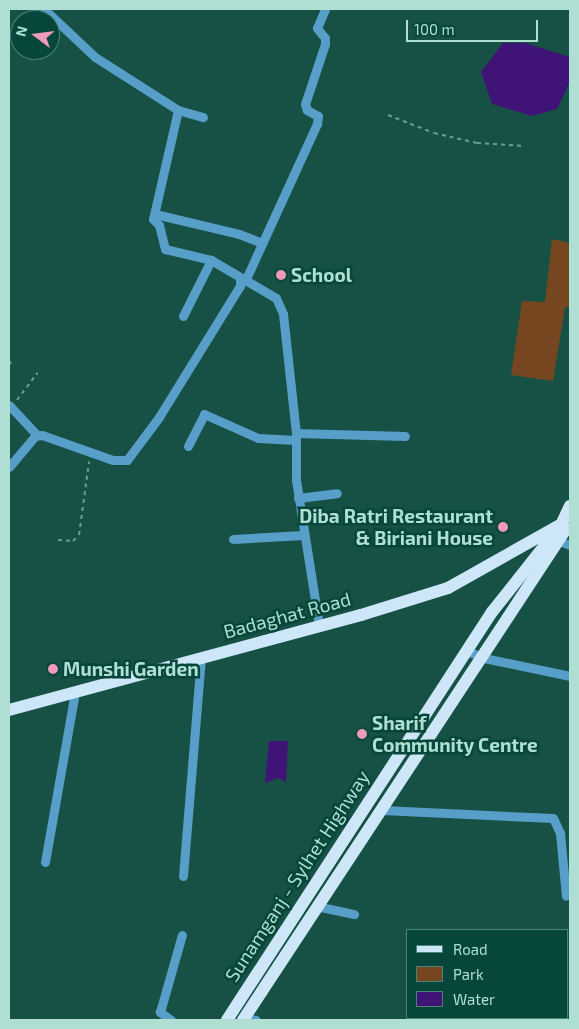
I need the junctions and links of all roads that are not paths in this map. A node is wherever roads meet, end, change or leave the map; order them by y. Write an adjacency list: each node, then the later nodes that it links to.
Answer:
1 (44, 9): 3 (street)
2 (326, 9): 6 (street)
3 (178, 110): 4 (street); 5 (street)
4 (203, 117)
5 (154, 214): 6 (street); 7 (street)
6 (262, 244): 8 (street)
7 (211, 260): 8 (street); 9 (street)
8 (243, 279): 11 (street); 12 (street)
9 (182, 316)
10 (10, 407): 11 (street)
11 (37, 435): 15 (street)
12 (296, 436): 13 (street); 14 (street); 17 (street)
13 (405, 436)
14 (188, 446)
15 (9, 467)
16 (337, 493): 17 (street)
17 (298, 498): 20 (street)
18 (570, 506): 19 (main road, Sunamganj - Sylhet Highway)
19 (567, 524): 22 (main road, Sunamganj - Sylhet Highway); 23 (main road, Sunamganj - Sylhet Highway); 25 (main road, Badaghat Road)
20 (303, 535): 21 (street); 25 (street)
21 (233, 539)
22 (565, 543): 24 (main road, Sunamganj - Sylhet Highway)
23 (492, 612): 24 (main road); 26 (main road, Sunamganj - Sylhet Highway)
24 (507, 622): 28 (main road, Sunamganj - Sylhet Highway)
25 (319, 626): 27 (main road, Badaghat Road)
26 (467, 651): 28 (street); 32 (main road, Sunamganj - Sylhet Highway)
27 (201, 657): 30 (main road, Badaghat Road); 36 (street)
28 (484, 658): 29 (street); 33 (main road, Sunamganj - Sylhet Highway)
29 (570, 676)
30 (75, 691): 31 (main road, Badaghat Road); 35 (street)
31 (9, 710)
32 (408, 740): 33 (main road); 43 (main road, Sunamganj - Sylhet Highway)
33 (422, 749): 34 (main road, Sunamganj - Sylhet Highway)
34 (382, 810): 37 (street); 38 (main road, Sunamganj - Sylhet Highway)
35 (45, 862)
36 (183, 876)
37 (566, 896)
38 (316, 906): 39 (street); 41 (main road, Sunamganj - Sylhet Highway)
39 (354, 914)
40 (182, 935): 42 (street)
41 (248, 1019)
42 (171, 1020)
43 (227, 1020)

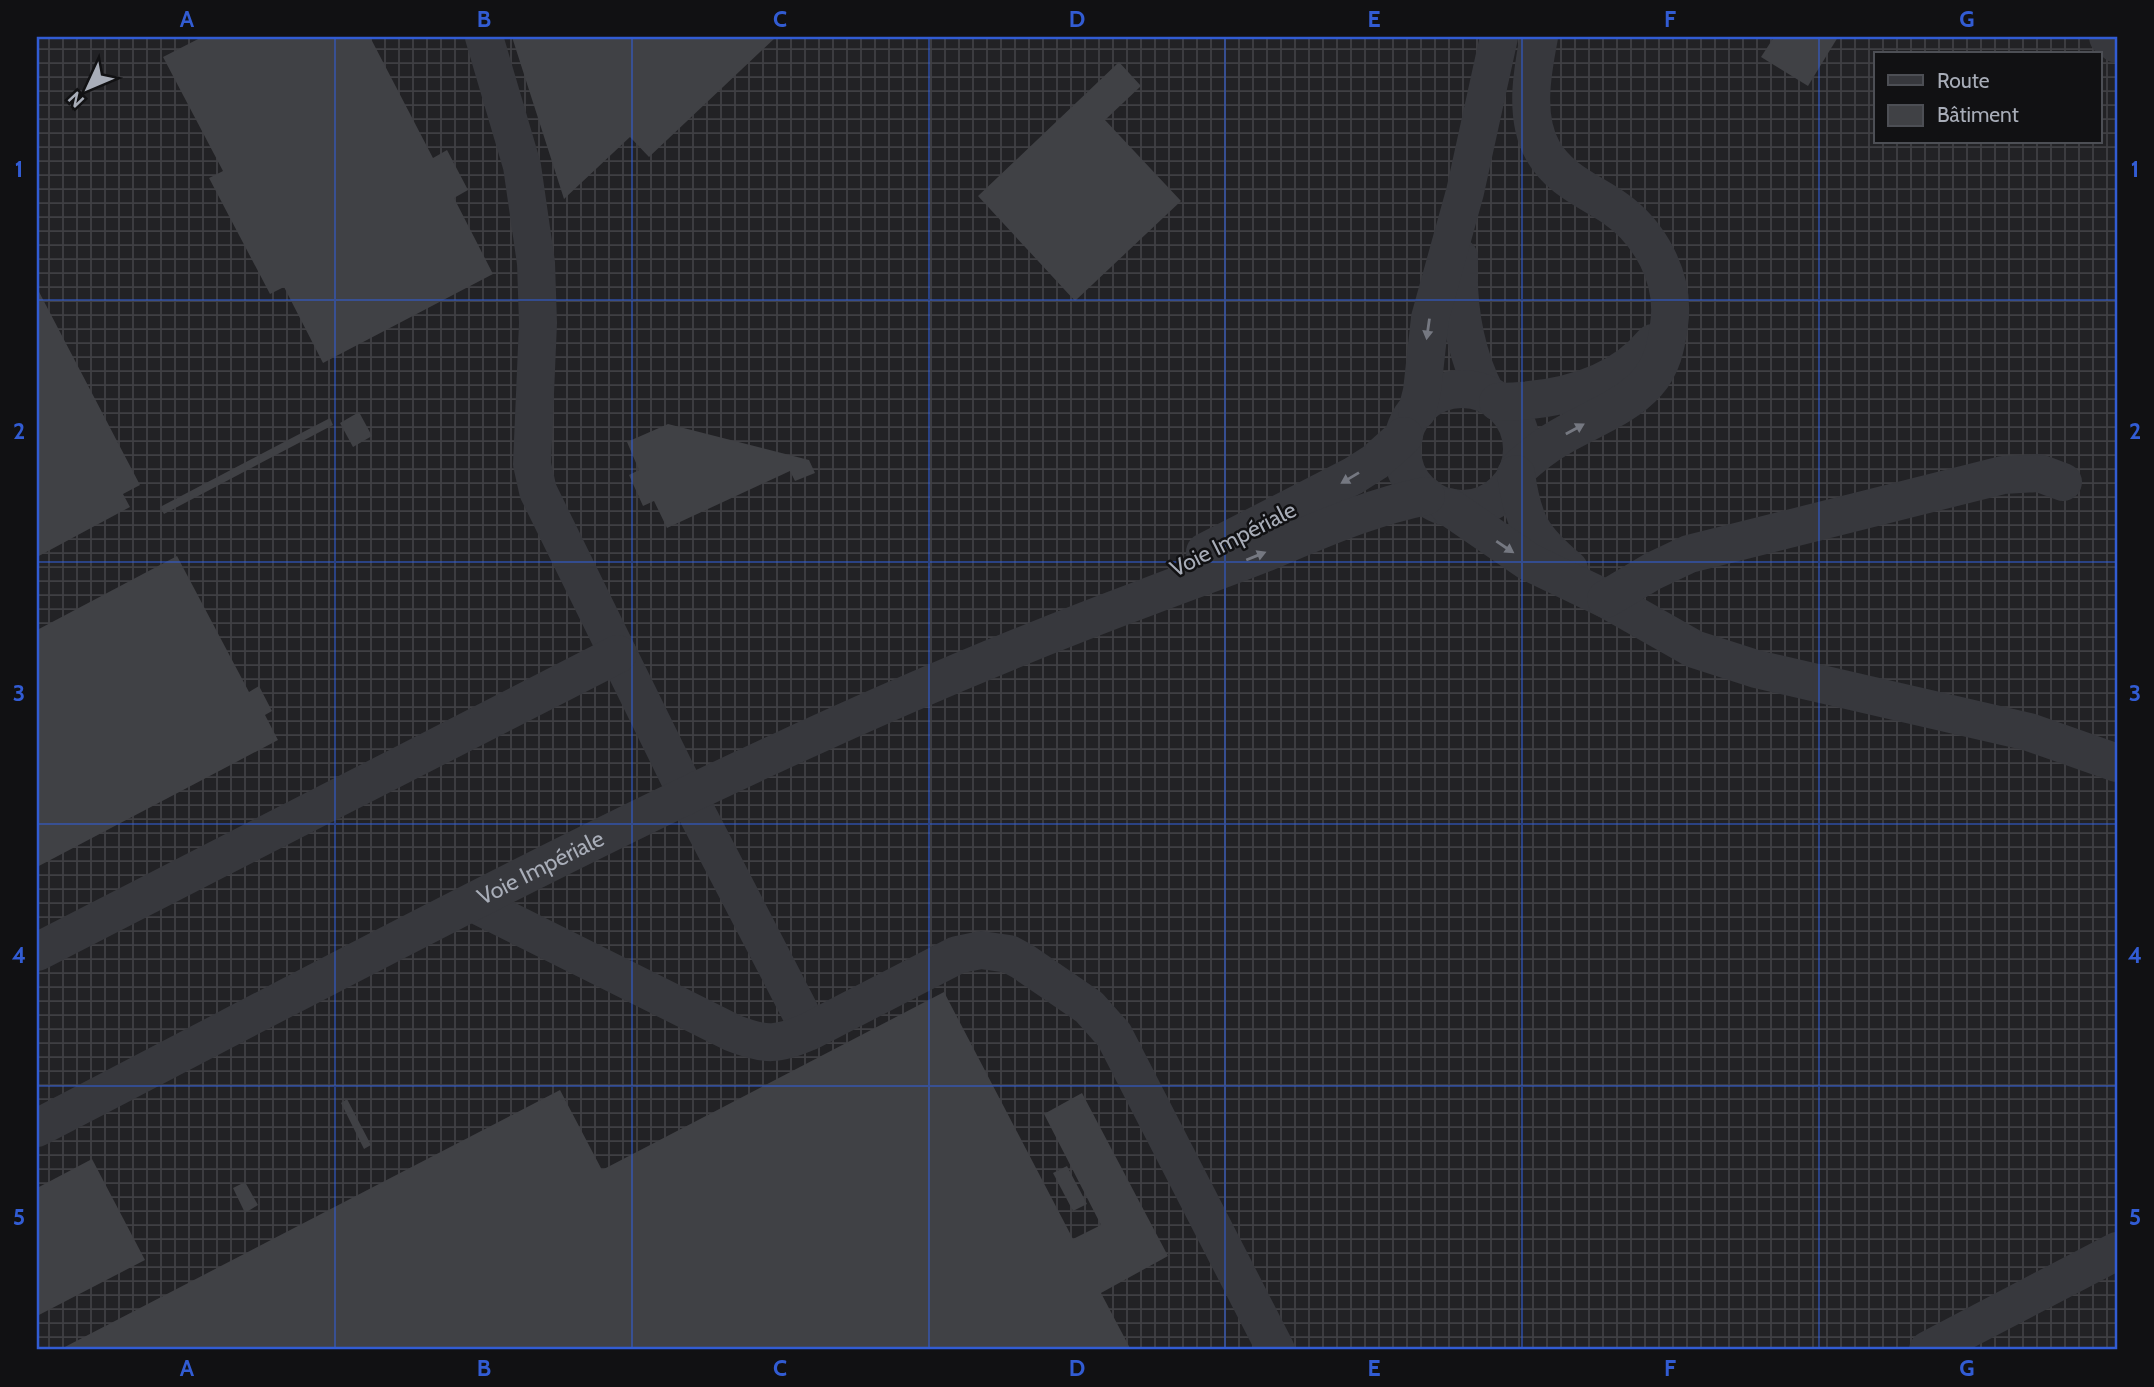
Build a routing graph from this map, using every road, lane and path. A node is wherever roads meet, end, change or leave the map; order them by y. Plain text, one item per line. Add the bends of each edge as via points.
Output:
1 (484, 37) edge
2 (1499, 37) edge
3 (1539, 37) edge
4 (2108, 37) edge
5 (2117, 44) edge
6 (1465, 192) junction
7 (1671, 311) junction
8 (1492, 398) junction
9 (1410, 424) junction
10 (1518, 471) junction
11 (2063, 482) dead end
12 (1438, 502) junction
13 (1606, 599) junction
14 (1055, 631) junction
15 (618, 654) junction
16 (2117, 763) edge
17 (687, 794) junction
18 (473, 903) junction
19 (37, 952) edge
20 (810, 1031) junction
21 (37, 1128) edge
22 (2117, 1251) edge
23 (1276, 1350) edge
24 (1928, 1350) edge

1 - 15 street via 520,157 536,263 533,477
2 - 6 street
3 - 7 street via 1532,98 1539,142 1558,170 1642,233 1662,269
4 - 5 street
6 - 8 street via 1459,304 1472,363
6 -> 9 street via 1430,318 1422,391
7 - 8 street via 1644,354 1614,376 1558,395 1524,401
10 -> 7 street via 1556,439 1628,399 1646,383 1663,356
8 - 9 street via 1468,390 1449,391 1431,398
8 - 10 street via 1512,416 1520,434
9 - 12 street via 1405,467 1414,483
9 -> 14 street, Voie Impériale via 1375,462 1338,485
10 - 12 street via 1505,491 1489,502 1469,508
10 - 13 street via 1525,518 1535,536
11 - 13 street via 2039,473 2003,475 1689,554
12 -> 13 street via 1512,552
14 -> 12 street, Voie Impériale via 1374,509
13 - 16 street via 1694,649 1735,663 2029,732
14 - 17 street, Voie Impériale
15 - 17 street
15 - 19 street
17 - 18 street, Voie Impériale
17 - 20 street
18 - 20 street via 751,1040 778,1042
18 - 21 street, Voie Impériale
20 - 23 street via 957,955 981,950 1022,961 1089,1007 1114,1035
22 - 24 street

------------------------

> **TASK REQUIREMENTS**
For the string "roads", state how many lines in the listing contain it, and give no other words.

> **OUTPUT BELOW**
2